▶ [Source data]:
*** Begin section ***
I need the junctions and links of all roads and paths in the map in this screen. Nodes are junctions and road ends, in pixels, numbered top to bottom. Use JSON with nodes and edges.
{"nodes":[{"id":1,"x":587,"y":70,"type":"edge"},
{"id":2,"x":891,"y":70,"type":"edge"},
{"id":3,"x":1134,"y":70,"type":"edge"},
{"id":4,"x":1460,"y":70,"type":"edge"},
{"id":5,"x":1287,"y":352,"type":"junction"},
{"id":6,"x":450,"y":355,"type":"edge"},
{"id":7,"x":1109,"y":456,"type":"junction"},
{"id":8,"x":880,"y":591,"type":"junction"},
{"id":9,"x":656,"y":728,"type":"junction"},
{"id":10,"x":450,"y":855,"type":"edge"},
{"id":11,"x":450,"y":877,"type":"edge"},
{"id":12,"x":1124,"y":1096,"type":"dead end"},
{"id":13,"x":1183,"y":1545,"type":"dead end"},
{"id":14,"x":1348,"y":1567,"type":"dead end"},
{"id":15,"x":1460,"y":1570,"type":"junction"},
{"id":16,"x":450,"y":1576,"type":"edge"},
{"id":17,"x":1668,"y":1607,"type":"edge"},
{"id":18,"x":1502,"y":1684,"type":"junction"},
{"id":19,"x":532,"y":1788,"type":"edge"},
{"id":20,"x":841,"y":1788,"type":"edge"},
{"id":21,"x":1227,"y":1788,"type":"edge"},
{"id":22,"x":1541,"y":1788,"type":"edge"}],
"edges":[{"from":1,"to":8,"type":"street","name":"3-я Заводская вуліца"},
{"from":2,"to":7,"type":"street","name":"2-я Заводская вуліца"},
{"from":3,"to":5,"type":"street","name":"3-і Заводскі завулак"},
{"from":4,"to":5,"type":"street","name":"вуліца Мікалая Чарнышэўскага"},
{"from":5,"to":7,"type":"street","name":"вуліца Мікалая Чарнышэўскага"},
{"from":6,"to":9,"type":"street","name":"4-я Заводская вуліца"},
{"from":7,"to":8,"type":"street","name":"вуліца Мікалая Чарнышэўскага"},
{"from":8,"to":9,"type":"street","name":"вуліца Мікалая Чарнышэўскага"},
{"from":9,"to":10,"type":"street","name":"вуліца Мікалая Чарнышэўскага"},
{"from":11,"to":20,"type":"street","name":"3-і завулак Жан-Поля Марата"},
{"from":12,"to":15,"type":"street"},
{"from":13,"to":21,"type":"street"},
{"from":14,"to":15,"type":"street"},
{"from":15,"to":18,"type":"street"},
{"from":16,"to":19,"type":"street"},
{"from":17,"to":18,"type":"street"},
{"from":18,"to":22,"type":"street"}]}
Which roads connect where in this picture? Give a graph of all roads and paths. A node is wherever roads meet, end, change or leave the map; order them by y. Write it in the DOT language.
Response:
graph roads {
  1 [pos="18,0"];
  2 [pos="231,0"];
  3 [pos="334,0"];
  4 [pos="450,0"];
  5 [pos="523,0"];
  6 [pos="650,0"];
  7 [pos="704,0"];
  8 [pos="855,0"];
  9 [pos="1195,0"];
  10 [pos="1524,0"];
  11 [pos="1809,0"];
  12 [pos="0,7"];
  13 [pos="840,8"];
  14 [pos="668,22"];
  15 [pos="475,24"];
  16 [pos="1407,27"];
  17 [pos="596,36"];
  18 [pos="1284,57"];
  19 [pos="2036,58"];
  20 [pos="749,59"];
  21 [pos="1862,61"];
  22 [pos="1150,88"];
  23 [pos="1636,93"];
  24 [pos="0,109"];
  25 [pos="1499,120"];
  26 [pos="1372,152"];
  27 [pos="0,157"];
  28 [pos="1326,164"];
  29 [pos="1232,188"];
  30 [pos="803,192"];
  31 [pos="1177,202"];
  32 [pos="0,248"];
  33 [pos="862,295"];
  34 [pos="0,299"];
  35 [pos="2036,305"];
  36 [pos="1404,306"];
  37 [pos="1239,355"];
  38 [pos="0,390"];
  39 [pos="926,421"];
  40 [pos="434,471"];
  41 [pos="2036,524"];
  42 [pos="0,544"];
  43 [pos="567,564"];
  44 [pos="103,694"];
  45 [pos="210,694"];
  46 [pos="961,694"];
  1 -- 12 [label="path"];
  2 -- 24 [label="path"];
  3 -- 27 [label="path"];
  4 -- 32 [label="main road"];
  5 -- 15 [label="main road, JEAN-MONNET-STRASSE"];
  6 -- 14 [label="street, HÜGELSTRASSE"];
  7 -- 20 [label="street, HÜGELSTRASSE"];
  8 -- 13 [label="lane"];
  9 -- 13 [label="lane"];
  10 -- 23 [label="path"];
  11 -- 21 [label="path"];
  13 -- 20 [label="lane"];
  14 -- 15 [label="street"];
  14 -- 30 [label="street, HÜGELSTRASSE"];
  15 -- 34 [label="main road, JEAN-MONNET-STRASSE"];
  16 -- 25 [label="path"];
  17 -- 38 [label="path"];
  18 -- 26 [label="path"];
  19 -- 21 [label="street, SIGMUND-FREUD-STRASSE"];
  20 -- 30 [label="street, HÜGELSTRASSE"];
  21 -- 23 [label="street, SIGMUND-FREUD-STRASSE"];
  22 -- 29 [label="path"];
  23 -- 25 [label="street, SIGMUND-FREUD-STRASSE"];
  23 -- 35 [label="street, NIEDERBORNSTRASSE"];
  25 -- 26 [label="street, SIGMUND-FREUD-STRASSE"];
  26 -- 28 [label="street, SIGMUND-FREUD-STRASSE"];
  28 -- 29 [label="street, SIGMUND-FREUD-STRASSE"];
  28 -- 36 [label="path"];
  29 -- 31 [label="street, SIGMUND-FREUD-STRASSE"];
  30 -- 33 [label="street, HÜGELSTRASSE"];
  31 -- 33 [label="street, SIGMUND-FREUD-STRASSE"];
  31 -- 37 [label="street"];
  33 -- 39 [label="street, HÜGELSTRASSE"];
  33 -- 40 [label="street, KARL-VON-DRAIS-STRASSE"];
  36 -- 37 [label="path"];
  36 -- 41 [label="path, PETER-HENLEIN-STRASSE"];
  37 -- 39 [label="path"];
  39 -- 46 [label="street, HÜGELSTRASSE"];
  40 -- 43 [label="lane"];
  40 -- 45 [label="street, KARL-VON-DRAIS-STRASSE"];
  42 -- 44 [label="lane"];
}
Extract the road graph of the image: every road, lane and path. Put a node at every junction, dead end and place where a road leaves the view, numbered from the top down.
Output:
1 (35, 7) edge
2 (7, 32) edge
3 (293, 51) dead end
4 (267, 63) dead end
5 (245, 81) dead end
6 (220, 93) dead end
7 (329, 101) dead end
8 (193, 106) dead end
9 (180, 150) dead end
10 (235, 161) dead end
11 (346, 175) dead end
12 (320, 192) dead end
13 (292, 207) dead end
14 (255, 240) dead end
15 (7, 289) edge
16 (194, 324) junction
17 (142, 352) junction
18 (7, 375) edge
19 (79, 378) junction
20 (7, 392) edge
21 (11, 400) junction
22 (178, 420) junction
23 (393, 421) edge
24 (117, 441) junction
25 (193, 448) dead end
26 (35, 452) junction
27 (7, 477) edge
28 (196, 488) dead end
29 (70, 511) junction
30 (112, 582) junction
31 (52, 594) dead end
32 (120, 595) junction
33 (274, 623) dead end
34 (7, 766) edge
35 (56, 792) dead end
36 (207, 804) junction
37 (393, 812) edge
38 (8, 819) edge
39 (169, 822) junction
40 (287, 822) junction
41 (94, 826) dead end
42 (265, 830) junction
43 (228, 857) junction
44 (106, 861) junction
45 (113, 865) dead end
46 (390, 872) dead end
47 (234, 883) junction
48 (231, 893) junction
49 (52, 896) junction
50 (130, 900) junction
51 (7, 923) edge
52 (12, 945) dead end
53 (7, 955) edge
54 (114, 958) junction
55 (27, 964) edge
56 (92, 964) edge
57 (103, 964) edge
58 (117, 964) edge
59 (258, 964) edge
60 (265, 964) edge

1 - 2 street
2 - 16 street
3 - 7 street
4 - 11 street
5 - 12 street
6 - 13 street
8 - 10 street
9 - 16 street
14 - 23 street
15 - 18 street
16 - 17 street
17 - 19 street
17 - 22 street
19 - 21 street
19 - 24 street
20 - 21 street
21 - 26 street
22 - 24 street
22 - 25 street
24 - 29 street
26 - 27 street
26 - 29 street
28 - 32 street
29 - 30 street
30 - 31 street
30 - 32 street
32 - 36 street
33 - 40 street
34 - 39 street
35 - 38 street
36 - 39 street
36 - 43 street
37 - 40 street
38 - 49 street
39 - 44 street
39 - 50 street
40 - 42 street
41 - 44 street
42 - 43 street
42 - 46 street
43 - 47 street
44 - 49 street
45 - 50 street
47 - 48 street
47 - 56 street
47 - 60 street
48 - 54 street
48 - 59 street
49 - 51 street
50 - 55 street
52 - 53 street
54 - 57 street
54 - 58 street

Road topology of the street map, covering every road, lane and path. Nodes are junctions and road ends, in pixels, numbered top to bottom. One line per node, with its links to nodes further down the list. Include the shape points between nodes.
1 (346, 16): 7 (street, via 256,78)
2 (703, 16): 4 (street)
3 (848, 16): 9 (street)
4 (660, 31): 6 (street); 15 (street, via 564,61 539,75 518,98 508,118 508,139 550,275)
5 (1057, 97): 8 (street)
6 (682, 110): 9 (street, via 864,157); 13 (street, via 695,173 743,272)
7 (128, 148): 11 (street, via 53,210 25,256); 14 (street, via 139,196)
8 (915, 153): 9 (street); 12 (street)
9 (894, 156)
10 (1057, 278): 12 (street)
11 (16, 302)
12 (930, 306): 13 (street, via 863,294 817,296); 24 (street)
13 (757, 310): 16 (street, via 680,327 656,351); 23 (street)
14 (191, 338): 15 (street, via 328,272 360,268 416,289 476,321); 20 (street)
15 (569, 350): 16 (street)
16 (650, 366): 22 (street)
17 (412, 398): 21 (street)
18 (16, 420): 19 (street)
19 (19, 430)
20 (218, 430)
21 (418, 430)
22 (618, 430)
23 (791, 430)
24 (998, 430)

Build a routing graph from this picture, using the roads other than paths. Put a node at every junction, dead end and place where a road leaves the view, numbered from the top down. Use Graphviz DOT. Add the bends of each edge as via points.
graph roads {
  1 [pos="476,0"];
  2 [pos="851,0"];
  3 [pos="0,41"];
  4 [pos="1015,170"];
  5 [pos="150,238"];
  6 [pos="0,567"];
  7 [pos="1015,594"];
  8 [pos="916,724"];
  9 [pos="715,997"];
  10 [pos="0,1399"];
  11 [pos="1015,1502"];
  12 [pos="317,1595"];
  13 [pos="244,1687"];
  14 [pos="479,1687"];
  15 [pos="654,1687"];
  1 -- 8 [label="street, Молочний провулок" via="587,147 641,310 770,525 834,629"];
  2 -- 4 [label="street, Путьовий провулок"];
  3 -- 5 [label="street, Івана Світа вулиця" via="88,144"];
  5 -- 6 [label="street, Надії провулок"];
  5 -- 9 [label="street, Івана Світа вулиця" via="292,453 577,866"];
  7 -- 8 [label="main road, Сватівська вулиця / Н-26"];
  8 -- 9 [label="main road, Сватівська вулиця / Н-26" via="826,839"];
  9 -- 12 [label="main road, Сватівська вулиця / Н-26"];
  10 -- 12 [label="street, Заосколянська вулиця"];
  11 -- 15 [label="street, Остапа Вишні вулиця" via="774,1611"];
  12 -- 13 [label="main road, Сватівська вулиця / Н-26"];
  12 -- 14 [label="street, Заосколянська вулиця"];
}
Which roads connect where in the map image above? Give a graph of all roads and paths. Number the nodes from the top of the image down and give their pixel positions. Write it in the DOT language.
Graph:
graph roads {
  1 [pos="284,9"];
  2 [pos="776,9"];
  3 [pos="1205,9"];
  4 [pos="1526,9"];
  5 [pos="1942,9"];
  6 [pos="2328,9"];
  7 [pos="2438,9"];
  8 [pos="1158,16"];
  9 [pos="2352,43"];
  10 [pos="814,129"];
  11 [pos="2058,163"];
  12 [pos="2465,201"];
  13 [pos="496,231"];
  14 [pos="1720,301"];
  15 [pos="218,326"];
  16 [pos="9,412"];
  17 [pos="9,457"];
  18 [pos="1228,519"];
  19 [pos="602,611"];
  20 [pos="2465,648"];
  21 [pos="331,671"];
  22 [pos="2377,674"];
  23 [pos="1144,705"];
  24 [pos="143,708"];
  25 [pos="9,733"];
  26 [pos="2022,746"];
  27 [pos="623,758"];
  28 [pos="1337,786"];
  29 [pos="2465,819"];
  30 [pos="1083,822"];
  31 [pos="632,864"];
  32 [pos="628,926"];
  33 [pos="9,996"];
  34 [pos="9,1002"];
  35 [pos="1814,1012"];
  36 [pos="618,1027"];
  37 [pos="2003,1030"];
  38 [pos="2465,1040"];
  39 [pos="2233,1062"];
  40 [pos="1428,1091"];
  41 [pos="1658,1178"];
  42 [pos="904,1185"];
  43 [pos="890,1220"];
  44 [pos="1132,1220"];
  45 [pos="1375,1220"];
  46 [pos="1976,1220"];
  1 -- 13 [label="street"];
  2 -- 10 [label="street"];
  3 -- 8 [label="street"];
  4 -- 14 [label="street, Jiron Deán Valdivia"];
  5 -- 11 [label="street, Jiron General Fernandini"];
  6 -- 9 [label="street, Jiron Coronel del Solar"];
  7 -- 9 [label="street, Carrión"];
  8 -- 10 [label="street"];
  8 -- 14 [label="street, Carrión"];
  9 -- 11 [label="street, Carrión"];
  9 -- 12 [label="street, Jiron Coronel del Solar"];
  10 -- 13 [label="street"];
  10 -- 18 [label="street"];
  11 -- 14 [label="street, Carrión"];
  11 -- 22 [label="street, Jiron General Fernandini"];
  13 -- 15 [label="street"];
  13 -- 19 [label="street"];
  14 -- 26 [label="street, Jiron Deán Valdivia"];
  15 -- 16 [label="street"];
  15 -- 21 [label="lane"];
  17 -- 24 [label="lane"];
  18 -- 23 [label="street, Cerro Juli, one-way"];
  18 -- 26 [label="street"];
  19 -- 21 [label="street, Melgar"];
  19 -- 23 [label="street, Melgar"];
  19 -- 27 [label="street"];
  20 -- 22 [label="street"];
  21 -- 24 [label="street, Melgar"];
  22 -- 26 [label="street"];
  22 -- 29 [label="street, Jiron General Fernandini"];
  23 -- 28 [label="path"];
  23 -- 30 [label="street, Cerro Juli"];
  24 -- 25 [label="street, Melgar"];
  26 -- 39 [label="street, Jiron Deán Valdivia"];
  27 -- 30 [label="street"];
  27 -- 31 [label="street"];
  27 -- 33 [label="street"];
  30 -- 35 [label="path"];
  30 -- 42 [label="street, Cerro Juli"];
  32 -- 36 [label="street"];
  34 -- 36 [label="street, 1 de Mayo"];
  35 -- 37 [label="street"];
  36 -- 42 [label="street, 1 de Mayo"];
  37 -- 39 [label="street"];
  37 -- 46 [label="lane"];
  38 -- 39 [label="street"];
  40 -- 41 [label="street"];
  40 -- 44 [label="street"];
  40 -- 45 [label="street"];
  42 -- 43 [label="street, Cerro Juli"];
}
*** End section ***
▶ [About this task]: Please report every line of the records above that contains the word "MONNET".

▶ [Your response]:
  5 -- 15 [label="main road, JEAN-MONNET-STRASSE"];
  15 -- 34 [label="main road, JEAN-MONNET-STRASSE"];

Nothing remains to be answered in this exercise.